[Directions]
The answer must be a single number: the count of lines in the records below that contain the word "index".

[Dataset entries]
· · · · ·
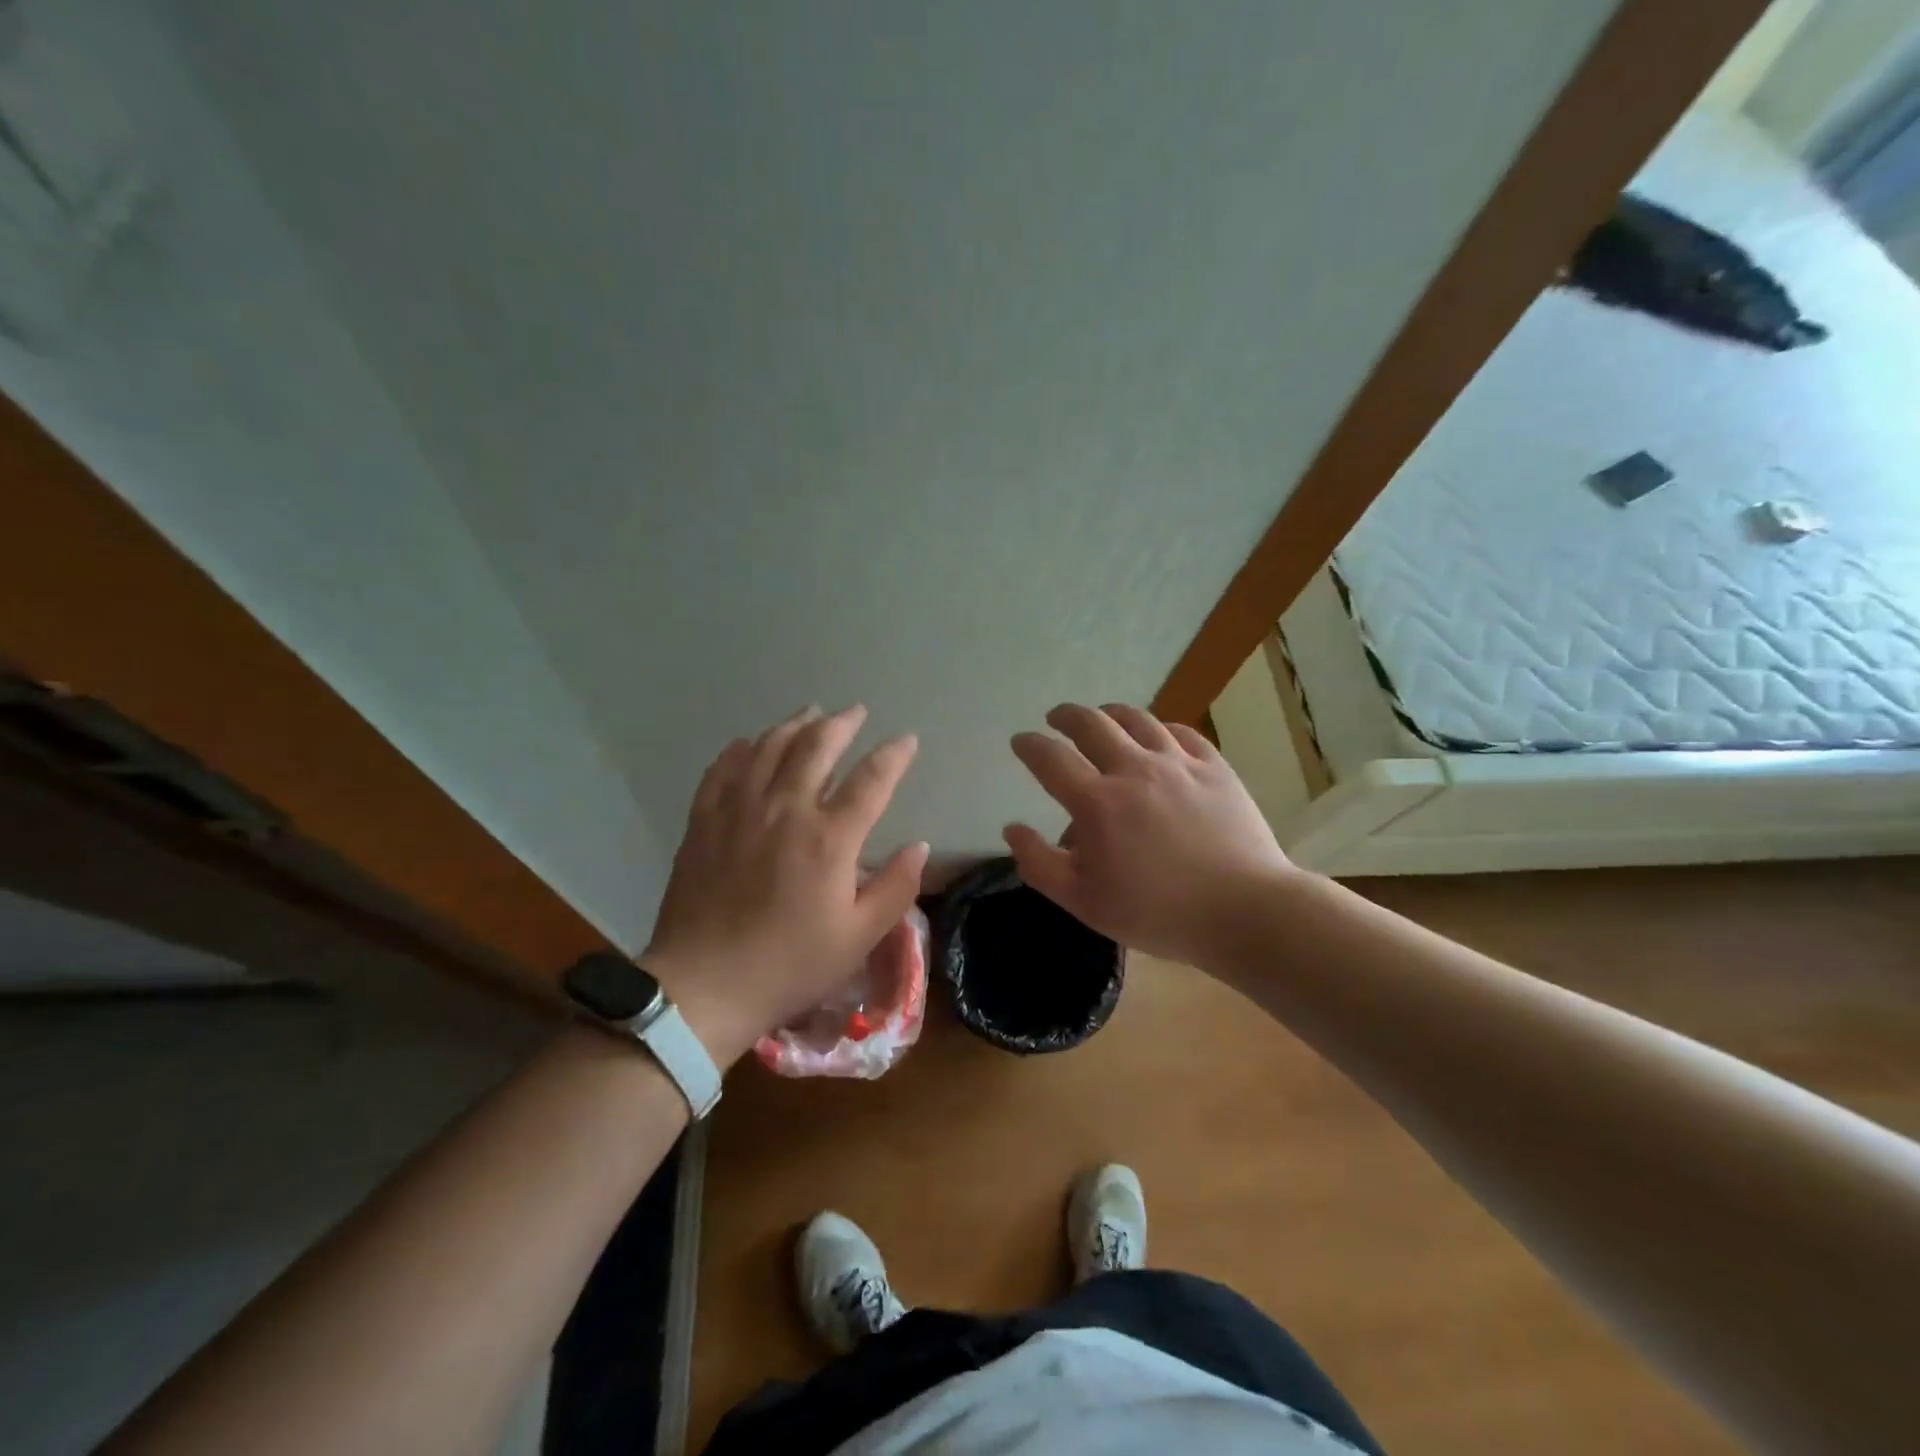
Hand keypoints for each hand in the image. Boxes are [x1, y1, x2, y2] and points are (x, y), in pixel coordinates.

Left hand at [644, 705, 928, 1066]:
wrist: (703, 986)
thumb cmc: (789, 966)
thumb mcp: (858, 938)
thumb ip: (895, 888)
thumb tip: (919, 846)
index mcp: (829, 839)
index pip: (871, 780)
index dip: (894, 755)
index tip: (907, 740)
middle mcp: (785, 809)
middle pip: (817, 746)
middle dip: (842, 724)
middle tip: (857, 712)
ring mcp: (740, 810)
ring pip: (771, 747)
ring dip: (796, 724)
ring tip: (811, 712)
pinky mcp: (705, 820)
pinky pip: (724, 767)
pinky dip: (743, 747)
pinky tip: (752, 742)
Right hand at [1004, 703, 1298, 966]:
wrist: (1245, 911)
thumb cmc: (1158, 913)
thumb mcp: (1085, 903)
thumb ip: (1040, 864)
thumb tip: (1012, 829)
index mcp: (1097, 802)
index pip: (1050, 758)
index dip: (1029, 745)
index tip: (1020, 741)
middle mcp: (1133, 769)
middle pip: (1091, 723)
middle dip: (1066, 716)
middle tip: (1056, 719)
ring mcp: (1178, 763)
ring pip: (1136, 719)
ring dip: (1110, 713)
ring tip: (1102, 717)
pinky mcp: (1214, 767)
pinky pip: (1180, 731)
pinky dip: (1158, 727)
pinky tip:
· · · · ·
[Answer]
8